WHAT NEEDS TO BE DONE =>
Which lines of the entries contain the word "edges"? Please list them.

EXCERPTED DATA =>
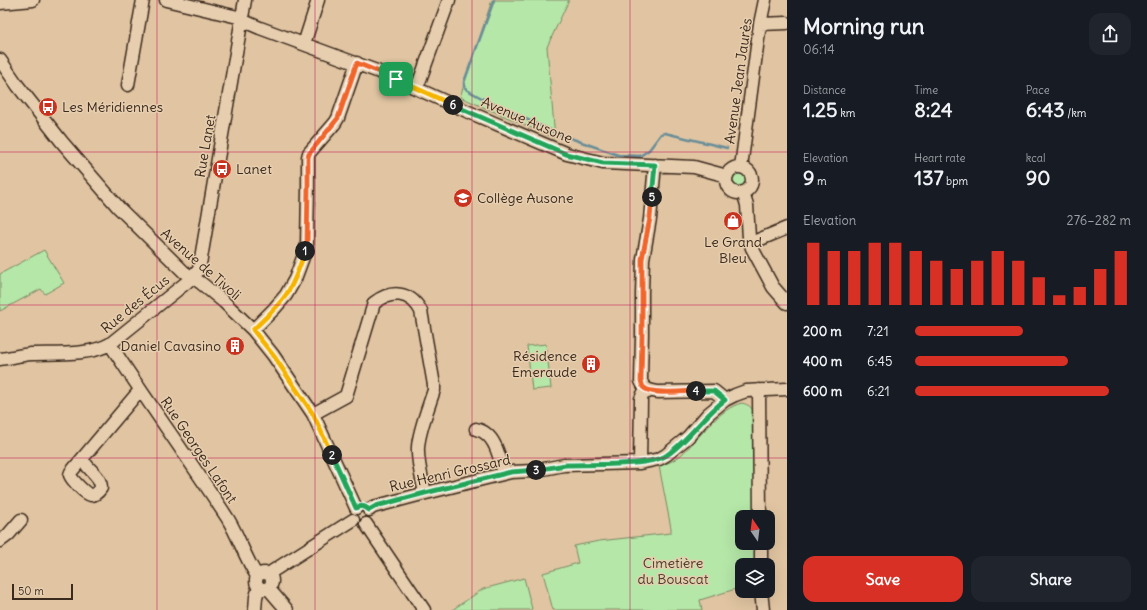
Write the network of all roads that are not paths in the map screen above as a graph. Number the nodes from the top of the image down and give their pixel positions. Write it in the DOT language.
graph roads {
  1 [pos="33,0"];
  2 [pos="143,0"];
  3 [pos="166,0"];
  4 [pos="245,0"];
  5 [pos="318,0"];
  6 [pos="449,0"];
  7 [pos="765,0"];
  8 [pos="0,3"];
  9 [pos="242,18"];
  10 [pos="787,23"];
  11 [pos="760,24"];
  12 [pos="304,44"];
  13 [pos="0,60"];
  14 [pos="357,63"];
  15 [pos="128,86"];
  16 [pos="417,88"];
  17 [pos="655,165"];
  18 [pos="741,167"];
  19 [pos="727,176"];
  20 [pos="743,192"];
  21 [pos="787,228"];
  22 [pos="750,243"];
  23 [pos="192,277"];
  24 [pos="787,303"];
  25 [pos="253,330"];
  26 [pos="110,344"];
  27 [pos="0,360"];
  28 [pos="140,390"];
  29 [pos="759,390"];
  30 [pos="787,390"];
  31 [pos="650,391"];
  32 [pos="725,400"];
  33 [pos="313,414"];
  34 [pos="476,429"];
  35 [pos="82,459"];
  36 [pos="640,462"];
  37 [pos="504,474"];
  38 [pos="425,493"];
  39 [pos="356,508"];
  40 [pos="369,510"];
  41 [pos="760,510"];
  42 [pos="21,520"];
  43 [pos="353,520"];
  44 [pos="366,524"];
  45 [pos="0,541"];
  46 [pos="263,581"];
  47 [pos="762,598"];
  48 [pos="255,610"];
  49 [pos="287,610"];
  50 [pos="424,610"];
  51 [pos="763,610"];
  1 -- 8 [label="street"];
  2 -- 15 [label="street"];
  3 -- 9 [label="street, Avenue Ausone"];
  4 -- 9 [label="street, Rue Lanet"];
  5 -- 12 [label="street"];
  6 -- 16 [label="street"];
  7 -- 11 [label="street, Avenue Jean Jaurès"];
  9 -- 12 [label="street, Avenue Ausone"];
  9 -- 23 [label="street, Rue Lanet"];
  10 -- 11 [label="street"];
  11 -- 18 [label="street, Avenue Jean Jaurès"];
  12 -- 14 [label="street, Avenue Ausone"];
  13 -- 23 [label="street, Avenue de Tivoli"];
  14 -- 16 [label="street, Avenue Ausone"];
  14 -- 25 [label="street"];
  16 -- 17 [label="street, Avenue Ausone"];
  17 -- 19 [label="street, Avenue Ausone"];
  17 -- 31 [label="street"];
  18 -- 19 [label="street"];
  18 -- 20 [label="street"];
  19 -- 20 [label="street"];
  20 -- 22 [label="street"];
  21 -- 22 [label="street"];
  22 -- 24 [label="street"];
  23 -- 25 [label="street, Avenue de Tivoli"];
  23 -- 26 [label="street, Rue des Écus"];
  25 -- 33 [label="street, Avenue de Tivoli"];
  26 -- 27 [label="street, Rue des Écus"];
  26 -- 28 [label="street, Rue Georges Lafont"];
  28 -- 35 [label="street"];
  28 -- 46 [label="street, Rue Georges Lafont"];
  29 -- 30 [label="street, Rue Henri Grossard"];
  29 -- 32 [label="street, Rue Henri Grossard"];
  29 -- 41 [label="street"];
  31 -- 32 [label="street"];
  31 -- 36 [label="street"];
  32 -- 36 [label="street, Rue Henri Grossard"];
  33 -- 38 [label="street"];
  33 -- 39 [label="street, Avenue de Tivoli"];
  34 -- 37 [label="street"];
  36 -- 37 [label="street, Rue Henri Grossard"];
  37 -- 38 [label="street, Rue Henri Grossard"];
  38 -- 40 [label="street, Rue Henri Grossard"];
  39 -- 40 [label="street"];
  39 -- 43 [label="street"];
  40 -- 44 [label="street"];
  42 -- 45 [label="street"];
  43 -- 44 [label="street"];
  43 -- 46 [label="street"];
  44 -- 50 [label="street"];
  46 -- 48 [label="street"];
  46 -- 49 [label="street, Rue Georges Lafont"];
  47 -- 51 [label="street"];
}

* * *

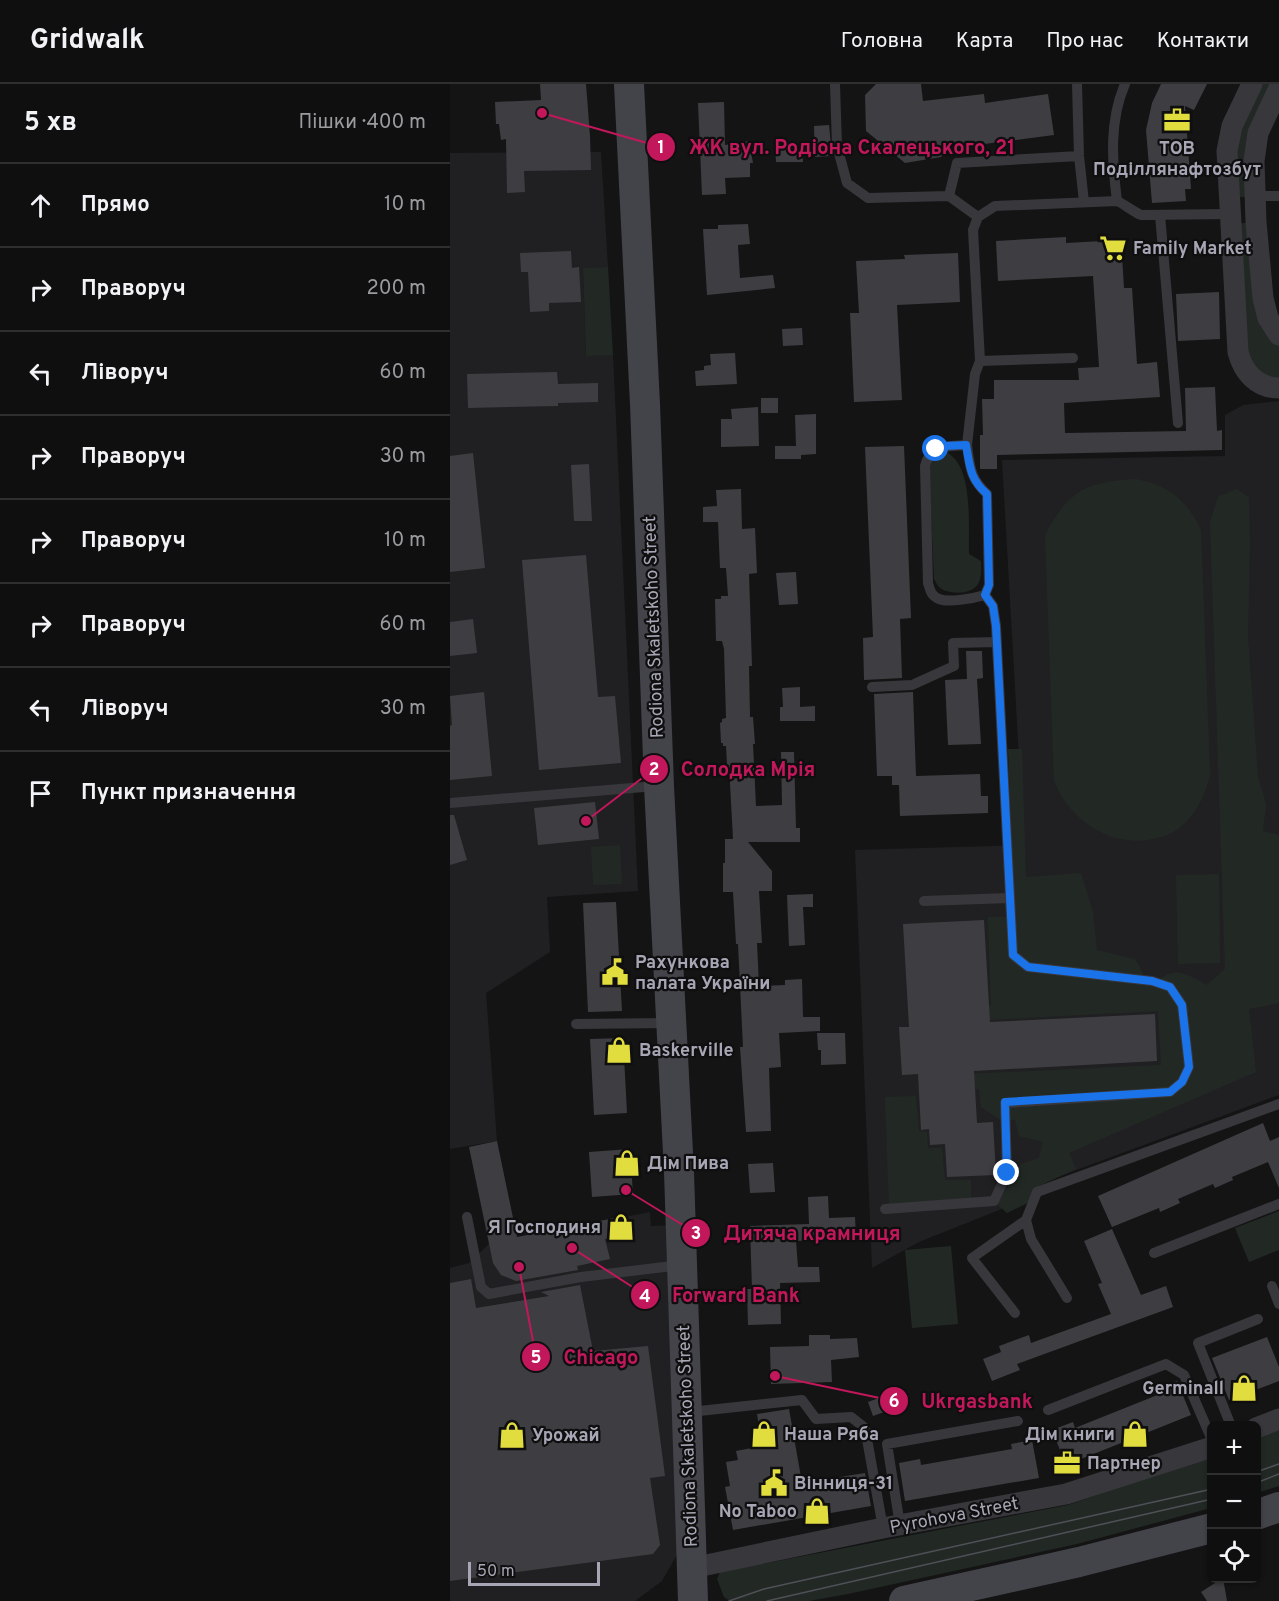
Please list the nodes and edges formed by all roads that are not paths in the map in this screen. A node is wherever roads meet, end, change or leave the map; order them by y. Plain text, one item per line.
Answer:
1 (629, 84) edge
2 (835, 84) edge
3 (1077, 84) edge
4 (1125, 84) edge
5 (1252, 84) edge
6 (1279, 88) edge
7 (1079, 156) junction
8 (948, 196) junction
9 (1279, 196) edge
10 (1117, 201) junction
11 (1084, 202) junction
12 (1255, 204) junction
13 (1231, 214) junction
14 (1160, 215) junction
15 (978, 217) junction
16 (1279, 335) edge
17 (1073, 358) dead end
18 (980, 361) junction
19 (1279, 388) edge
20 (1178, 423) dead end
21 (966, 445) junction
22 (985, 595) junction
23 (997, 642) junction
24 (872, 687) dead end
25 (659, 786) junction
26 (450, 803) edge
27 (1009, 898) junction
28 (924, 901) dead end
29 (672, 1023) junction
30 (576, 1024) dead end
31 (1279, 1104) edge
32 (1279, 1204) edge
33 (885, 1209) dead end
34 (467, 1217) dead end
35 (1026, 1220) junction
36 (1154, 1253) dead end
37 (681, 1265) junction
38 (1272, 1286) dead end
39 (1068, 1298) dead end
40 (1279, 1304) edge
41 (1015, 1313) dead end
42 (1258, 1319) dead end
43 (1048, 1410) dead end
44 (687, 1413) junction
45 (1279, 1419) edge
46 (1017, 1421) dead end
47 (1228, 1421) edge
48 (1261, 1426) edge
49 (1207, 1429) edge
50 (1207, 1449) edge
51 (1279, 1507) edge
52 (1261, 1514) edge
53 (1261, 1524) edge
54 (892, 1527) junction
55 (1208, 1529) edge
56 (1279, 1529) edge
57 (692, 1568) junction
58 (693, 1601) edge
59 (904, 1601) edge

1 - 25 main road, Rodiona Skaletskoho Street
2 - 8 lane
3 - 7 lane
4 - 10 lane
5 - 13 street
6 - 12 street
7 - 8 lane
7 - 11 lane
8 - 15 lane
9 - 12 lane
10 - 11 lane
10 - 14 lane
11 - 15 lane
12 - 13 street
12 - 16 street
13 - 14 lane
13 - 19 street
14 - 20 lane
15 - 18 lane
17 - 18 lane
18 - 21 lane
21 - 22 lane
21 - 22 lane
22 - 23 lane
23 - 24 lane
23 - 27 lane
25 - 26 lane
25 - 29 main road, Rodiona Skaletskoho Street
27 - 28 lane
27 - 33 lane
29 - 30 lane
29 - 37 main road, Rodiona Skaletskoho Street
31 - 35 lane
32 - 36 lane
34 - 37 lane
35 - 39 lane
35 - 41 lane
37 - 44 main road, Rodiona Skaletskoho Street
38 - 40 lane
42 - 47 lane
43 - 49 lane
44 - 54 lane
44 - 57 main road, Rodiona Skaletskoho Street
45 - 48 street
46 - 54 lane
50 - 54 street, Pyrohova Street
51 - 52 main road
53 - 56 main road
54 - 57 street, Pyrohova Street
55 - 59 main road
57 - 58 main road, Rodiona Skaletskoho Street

* * *

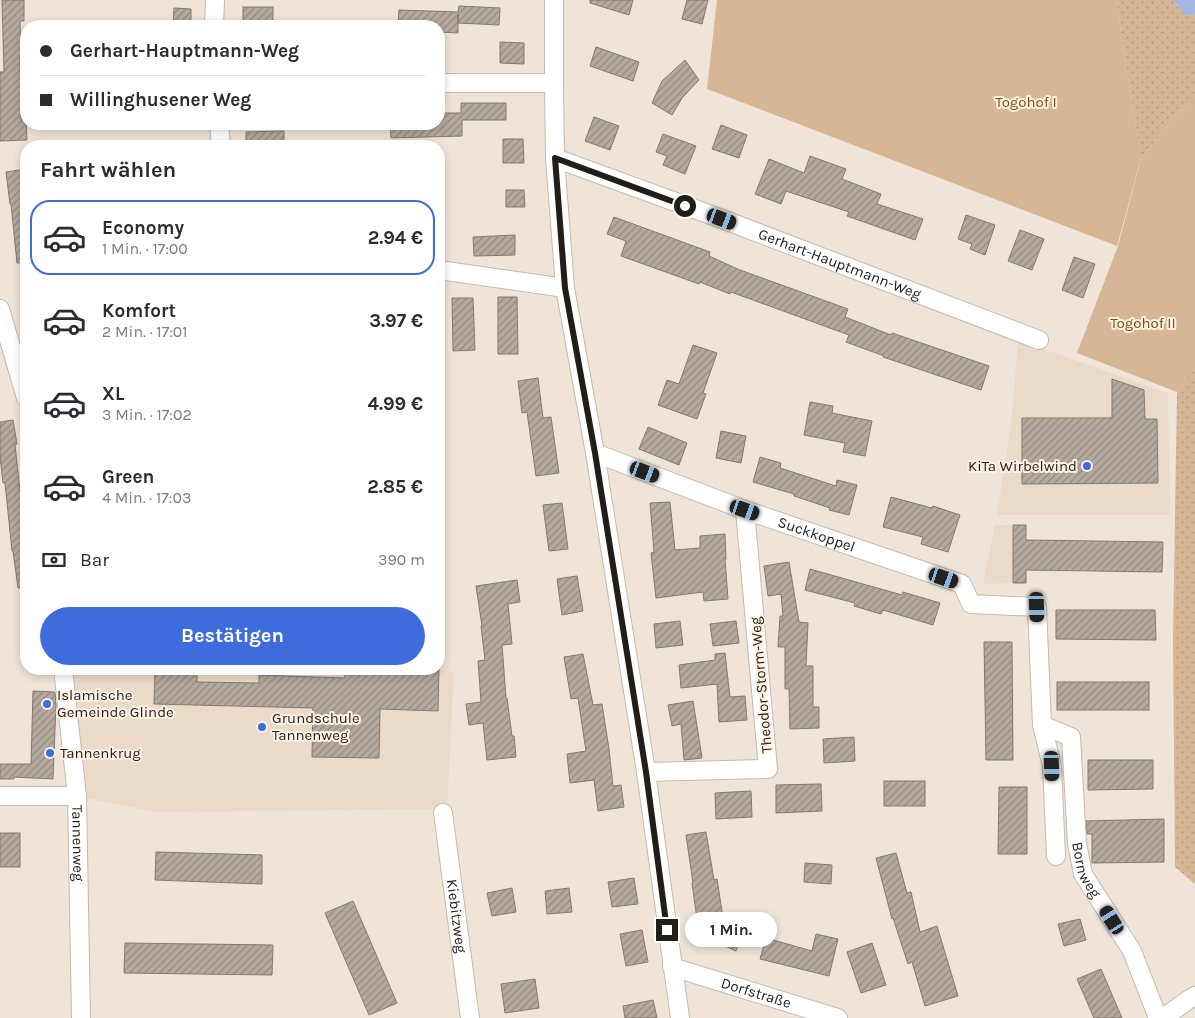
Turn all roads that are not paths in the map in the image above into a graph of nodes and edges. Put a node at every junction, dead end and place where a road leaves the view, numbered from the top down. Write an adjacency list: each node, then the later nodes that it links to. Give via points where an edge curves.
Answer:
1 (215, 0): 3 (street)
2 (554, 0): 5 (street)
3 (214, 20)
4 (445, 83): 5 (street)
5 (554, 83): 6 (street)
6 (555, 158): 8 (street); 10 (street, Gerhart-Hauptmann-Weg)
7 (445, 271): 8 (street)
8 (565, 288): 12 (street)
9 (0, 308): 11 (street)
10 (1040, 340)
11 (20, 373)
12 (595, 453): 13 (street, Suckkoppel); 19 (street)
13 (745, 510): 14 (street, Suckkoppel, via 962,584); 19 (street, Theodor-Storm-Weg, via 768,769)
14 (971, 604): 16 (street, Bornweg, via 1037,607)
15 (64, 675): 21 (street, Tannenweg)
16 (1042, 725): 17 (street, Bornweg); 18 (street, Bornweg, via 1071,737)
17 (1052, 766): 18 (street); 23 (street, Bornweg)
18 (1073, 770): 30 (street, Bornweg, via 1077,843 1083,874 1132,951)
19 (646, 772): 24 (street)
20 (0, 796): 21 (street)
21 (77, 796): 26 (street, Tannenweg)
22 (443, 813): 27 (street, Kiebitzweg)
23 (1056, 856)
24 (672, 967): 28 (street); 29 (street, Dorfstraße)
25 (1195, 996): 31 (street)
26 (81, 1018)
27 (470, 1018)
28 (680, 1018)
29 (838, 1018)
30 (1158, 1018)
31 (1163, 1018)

SOLUTION BELOW =>
Please list the nodes and edges formed by all roads that are not paths in the map in this screen. A node is wherever roads meet, end, change or leave the map; order them by y. Plain text, one item per line.
Turn all roads that are not paths in the map in the image above into a graph of nodes and edges. Put a node at every junction, dead end and place where a road leaves the view, numbered from the top down. Write an adjacency list: each node, then the later nodes that it links to. Give via points where an edge curves.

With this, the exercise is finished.